Antiwindup Spinning Guidance for Fixed-Trim Entry Vehicles by Active Disturbance Rejection Control

Abstract

This paper investigates a novel guidance algorithm for fixed-trim maneuverable entry vehicles with limited control authority. The previous work, which depends on simplified models, lacks effectiveness in addressing the limited control authority issue in the presence of disturbances. The contributions of this paper address this by developing a novel spinning guidance algorithm to steer the vehicle to the target with high precision and strong robustness in dynamic environments with notable uncertainties and disturbances. To this end, a pseudoactuator-limit framework is designed to resolve the inherent limited authority and disturbance issues. Based on this framework, an extended state observer is introduced from the active disturbance rejection control theory, and a new spinning guidance algorithm is proposed to consume the redundant lift through continuous rotation of the lift vector, instead of performing high-frequency bank reversals.

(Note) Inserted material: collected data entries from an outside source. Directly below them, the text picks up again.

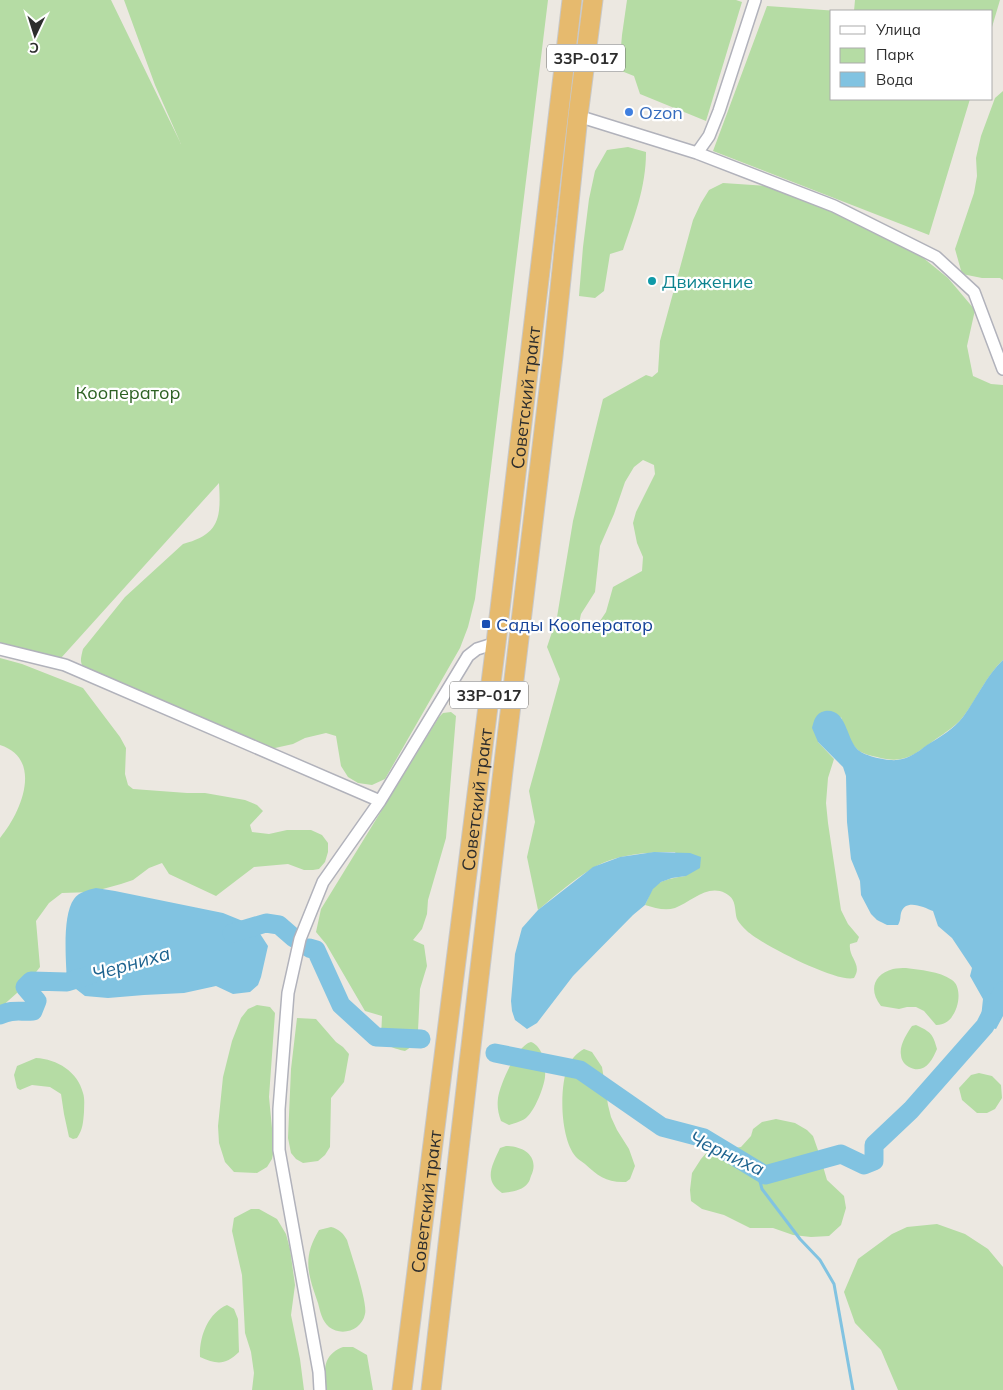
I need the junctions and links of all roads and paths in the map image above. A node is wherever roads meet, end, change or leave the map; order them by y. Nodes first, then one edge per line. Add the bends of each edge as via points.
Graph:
1 (572, 0) edge
2 (594, 0) edge
3 (755, 0) edge
4 (578, 116) junction
5 (697, 153) junction
6 (1003, 369) edge
7 (496, 643) junction
8 (0, 649) edge
9 (380, 801) junction
10 (320, 1390) edge
11 (402, 1390) edge
12 (431, 1390) edge

1 - 7 highway, Советский тракт / 33Р-017
2 - 4 highway, Советский тракт / 33Р-017
3 - 5 street via 709,136
4 - 5 street
4 - 12 highway, Советский тракт / 33Р-017 via 553,356
5 - 6 street via 834,206 936,256 974,292
7 - 9 street via 477,649 468,656
7 - 11 highway, Советский тракт / 33Р-017
8 - 9 street via 65,665
9 - 10 street via 323,882 300,939 288,993 279,1109 280,1150 320,1372

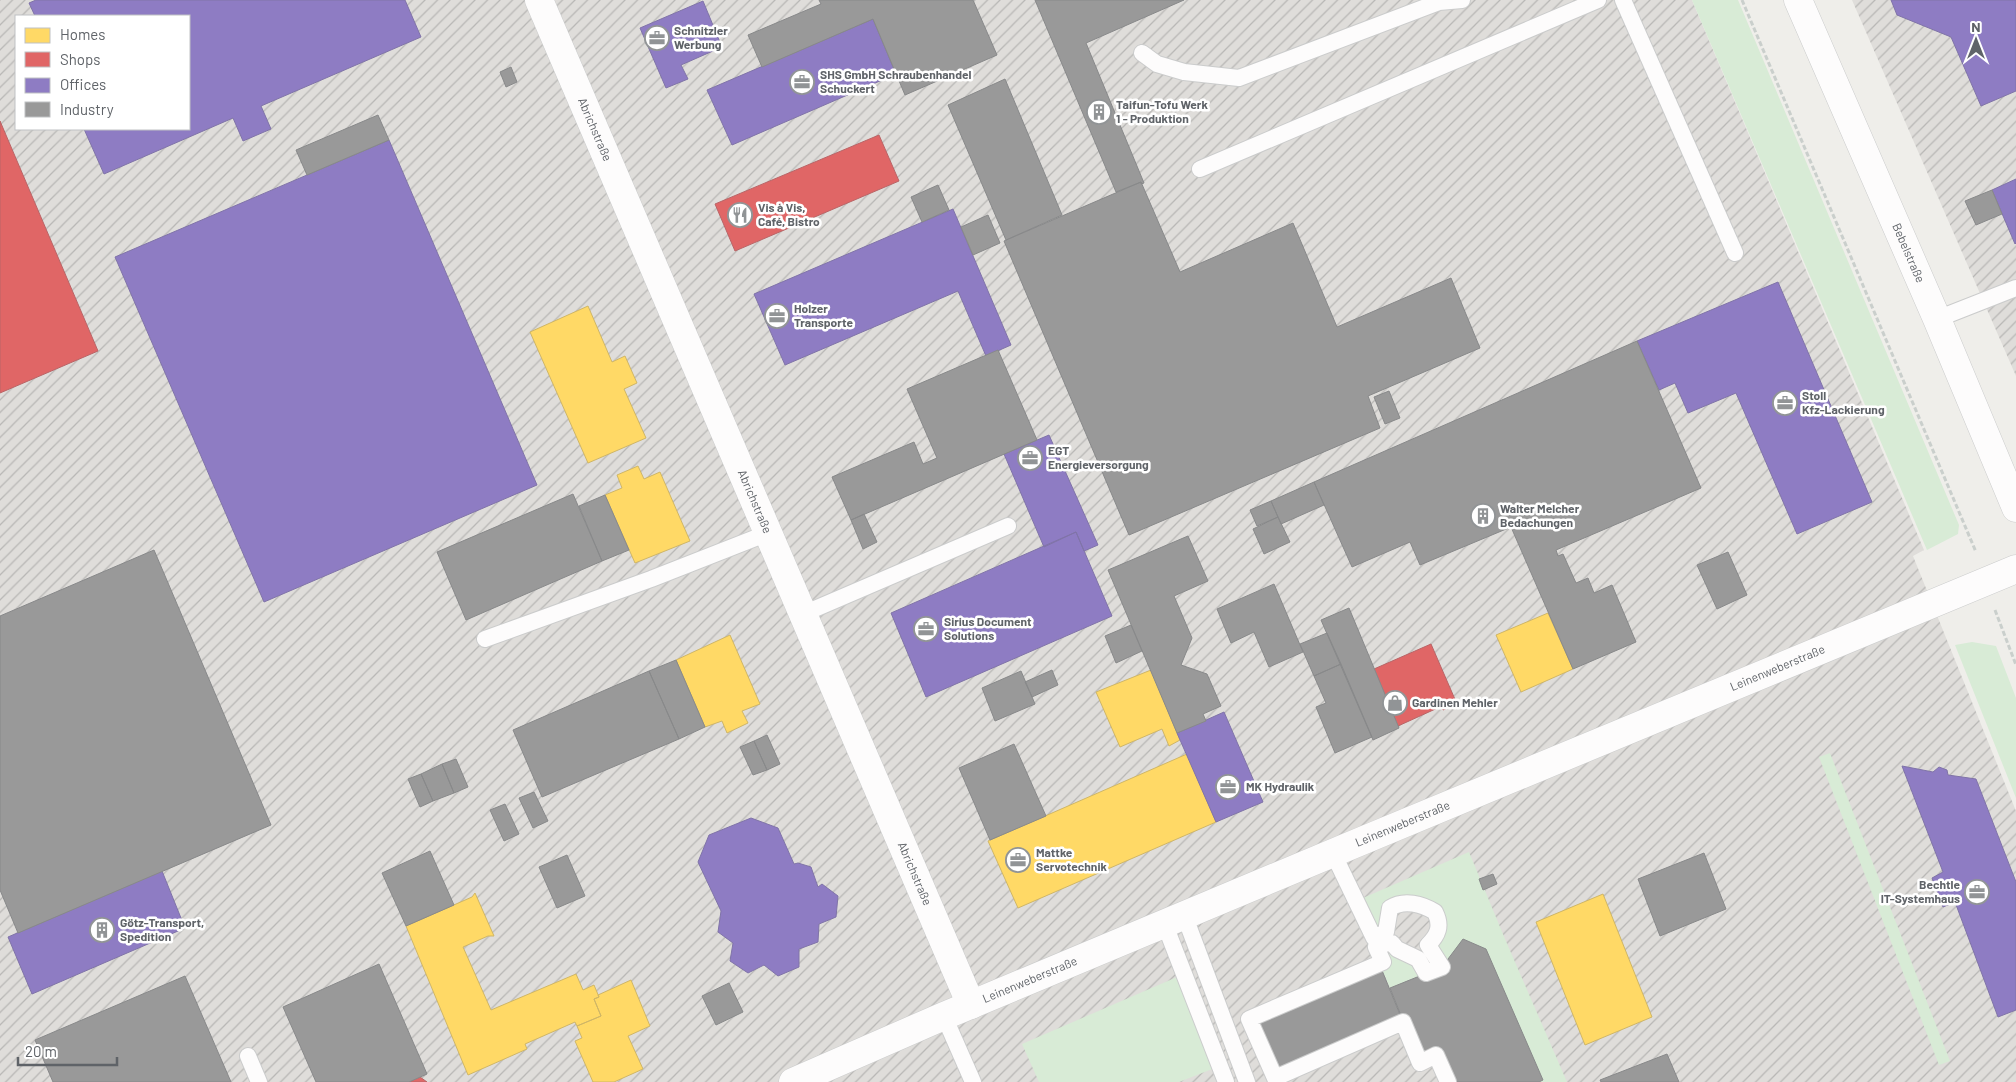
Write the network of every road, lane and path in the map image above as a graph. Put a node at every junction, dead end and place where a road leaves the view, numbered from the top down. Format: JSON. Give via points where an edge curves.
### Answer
{"nodes":[{"id":1,"x":539,"y":0,"type":"edge"},
{"id":2,"x":1462,"y":0,"type":"edge"},
{"id":3,"x":1598,"y":0,"type":"edge"},
{"id":4,"x":1623,"y":0,"type":"edge"},
{"id":5,"x":1742,"y":0,"type":"edge"},
{"id":6,"x":1798,"y":0,"type":"edge"},
{"id":7,"x":1142,"y":53,"type":"dead end"},
{"id":8,"x":1200,"y":169,"type":"dead end"},
{"id":9,"x":1735,"y":253,"type":"dead end"},
{"id":10,"x":2016,"y":288,"type":"edge"},
{"id":11,"x":1937,"y":319,"type":"junction"},
{"id":12,"x":2016,"y":508,"type":"edge"},
{"id":13,"x":1008,"y":526,"type":"dead end"},
{"id":14,"x":768,"y":534,"type":"junction"},
{"id":15,"x":2016,"y":569,"type":"edge"},
{"id":16,"x":1987,"y":582,"type":"junction"},
{"id":17,"x":803,"y":614,"type":"junction"},
{"id":18,"x":485,"y":639,"type":"dead end"},
{"id":19,"x":2016,"y":665,"type":"edge"},
{"id":20,"x":1333,"y":853,"type":"junction"},
{"id":21,"x":1175,"y":921,"type":"junction"},
{"id":22,"x":971,"y":1005,"type":"junction"},
{"id":23,"x":944,"y":1016,"type":"junction"},
{"id":24,"x":248,"y":1056,"type":"dead end"},
{"id":25,"x":259,"y":1082,"type":"edge"},
{"id":26,"x":793,"y":1082,"type":"edge"},
{"id":27,"x":973,"y":1082,"type":"edge"},
{"id":28,"x":1226,"y":1082,"type":"edge"},
{"id":29,"x":1247,"y":1082,"type":"edge"},
{"id":30,"x":1448,"y":1082,"type":"edge"}],
"edges":[{"from":1,"to":14,"type":"street","name":"Abrichstraße"},
{"from":2,"to":7,"type":"lane","via":[[1439,2],[1239,78],[1184,72],[1157,64]]},
{"from":3,"to":8,"type":"lane"},
{"from":4,"to":9,"type":"lane"},
{"from":5,"to":16,"type":"path"},
{"from":6,"to":11,"type":"street","name":"Bebelstraße"},
{"from":10,"to":11,"type":"lane"},
{"from":11,"to":12,"type":"street","name":"Bebelstraße"},
{"from":13,"to":17,"type":"lane"},
{"from":14,"to":17,"type":"street","name":"Abrichstraße"},
{"from":14,"to":18,"type":"lane"},
{"from":15,"to":16,"type":"street","name":"Leinenweberstraße"},
{"from":16,"to":19,"type":"path"},
{"from":16,"to":20,"type":"street","name":"Leinenweberstraße"},
{"from":17,"to":22,"type":"street","name":"Abrichstraße"},
{"from":20,"to":21,"type":"street","name":"Leinenweberstraße"},
{"from":20,"to":30,"type":"lane","via":[[1374,938],[1386,932],[1390,908],[1397,904],[1418,904],[1435,912],[1439,930],[1428,946],[1442,967],[1426,973],[1418,958],[1397,949],[1392,943],[1379,944],[1376,947],[1383,962],[1249,1019],[1275,1078],[1403,1022],[1420,1063],[1436,1055]]},
{"from":21,"to":22,"type":"street","name":"Leinenweberstraße"},
{"from":21,"to":28,"type":"lane"},
{"from":21,"to":29,"type":"lane"},
{"from":22,"to":23,"type":"street","name":"Leinenweberstraße"},
{"from":23,"to":26,"type":"street","name":"Leinenweberstraße"},
{"from":23,"to":27,"type":"lane"},
{"from":24,"to":25,"type":"lane"}]}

Furthermore, an observer-based antiwindup scheme is developed to enhance the robustness and control capability of the algorithm. The convergence of the proposed guidance law is explored from a theoretical perspective. The accuracy and robustness of the proposed guidance algorithm are demonstrated through typical case simulations and Monte Carlo evaluations under a variety of dispersions. Simulation results show that the miss distance is reduced by about 90% when compared to the existing guidance laws.